In her column for The Indian Express, Tavleen Singh says she wants to talk about things that ‘may help us all get into a festive mood’.

This, for her, includes celebrating the inauguration of the Ram Temple in Ayodhya, the abrogation of Article 370 and the New Education Policy.

“On the political front, may I say, as I did once before recently, that the abrogation of Article 370 was a good step even if the aftermath was badly handled. At the risk of more brickbats from retired officials and Kashmiri politicians, I am going to repeat that Article 370 had to go. It had to go because it served mostly to encourage the average Kashmiri to think that it is only a matter of time before he gets ‘azadi’ from India. The leaders of this former state know well that this is never going to happen. The leaders of Pakistan know well that this is never going to happen but, because of the special status that Article 370 provided, continued to pretend that Kashmir would one day be absorbed into the Islamic Republic.”
Tavleen Singh in The Indian Express

For Joe Biden, From the Jawaharlal Nehru of 1945

Gopalkrishna Gandhi, in his column in Hindustan Times, quotes India’s first Prime Minister Jawaharlal Nehru from his writing that would become ‘The Discovery of India’.

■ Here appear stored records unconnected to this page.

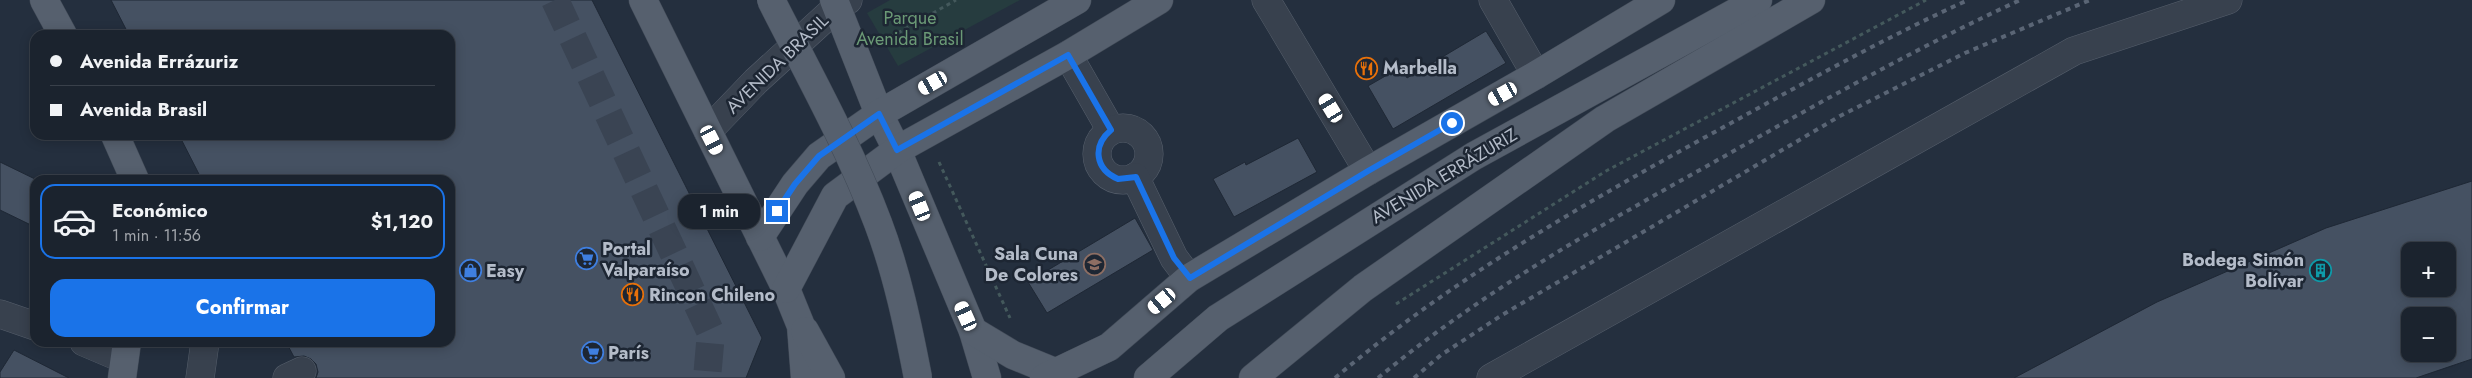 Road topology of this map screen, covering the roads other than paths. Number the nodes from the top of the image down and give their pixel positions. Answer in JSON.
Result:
{"nodes":[{"id":1,"x":44,"y":0,"type":"edge"},
{"id":2,"x":643,"y":0,"type":"edge"},
{"id":3,"x":771,"y":0,"type":"edge"},
{"id":4,"x":1078,"y":0,"type":"edge"},
{"id":5,"x":1159,"y":0,"type":"edge"},
{"id":6,"x":1266,"y":0,"type":"edge"},
{"id":7,"x":1493,"y":0,"type":"edge"},
{"id":8,"x":1661,"y":0,"type":"edge"},
{"id":9,"x":1758,"y":0,"type":"edge"},
{"id":10,"x":1811,"y":0,"type":"edge"},
{"id":11,"x":2228,"y":0,"type":"edge"},
{"id":12,"x":840,"y":2,"type":"edge"},
{"id":13,"x":59,"y":30,"type":"edge"},
{"id":14,"x":1068,"y":55,"type":"junction"},
{"id":15,"x":1536,"y":75,"type":"junction"},
{"id":16,"x":879,"y":114,"type":"junction"},
{"id":17,"x":1111,"y":130,"type":"junction"},
{"id":18,"x":708,"y":131,"type":"junction"},
{"id":19,"x":116,"y":140,"type":"edge"},
{"id":20,"x":897,"y":150,"type":"junction"},
{"id":21,"x":1368,"y":171,"type":"junction"},
{"id":22,"x":133,"y":175,"type":"edge"},
{"id":23,"x":1136,"y":177,"type":"junction"},
{"id":24,"x":760,"y":237,"type":"junction"},
{"id":25,"x":1190,"y":278,"type":"junction"},
{"id":26,"x":786,"y":288,"type":"junction"},
{"id":27,"x":0,"y":314,"type":"edge"},
{"id":28,"x":30,"y":324,"type":"edge"},
{"id":29,"x":802,"y":326,"type":"junction"},
{"id":30,"x":973,"y":331,"type":"junction"},
{"id":31,"x":95,"y":347,"type":"edge"},
{"id":32,"x":203,"y":347,"type":"edge"},
{"id":33,"x":124,"y":360,"type":"edge"},
{"id":34,"x":1050,"y":375,"type":"edge"},
{"id":35,"x":200,"y":378,"type":"edge"},
{"id":36,"x":805,"y":378,"type":"edge"},
{"id":37,"x":831,"y":378,"type":"edge"},
{"id":38,"x":918,"y":378,"type":"edge"},
{"id":39,"x":987,"y":378,"type":"edge"},
{"id":40,"x":1148,"y":378,"type":"edge"},
{"id":41,"x":1253,"y":378,"type":"edge"},
{"id":42,"x":1492,"y":378,"type":"edge"}],
"edges":[{"from":1,"to":13,"type":"main road"},
{"from":2,"to":18,"type":"main road"},
{"from":3,"to":38,"type":"main road","bridge":true},
{"from":4,"to":16,"type":"main road"},
{"from":5,"to":14,"type":"main road"},
{"from":6,"to":21,"type":"street"},
{"from":7,"to":15,"type":"street"},
{"from":8,"to":15,"type":"main road"},
{"from":9,"to":40,"type":"main road","name":"AVENIDA ERRÁZURIZ"},
{"from":10,"to":41,"type":"main road"},
{"from":11,"to":42,"type":"street"},
{"from":12,"to":16,"type":"main road"},
{"from":12,"to":18,"type":"street","name":"AVENIDA BRASIL"},
{"from":14,"to":17,"type":"street"},
{"from":14,"to":20,"type":"main road"},
{"from":15,"to":21,"type":"main road"},
{"from":16,"to":20,"type":"main road"},
{"from":16,"to":24,"type":"main road"},
{"from":17,"to":23,"type":"street"},
{"from":17,"to":23,"type":"street"},
{"from":18,"to":24,"type":"main road"},
{"from":19,"to":22,"type":"main road"},
{"from":20,"to":26,"type":"main road"},
{"from":20,"to":30,"type":"main road"},
{"from":21,"to":25,"type":"main road"},
{"from":23,"to":25,"type":"street"},
{"from":24,"to":26,"type":"main road"},
{"from":25,"to":34,"type":"main road"},
{"from":26,"to":29,"type":"main road"},
{"from":27,"to":28,"type":"street"},
{"from":29,"to":36,"type":"main road"},
{"from":29,"to":37,"type":"main road"},
{"from":30,"to":34,"type":"main road"},
{"from":30,"to":39,"type":"main road"},
{"from":31,"to":33,"type":"street"},
{"from":32,"to":35,"type":"street"}]}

“Writing in his Ahmednagar cell Nehru said: “Unity is always better than disunity but an enforced unity is a sham and dangerous affair, full of explosive possibilities. Unity must be of the head and heart, a sense of belonging together…” Biden is speaking of that belonging together. He knows what he has inherited. On this anniversary, we may ask: “Do we know what we are inheriting?” Are Nehru and Patel gardening India today?”
Gopalkrishna Gandhi in Hindustan Times.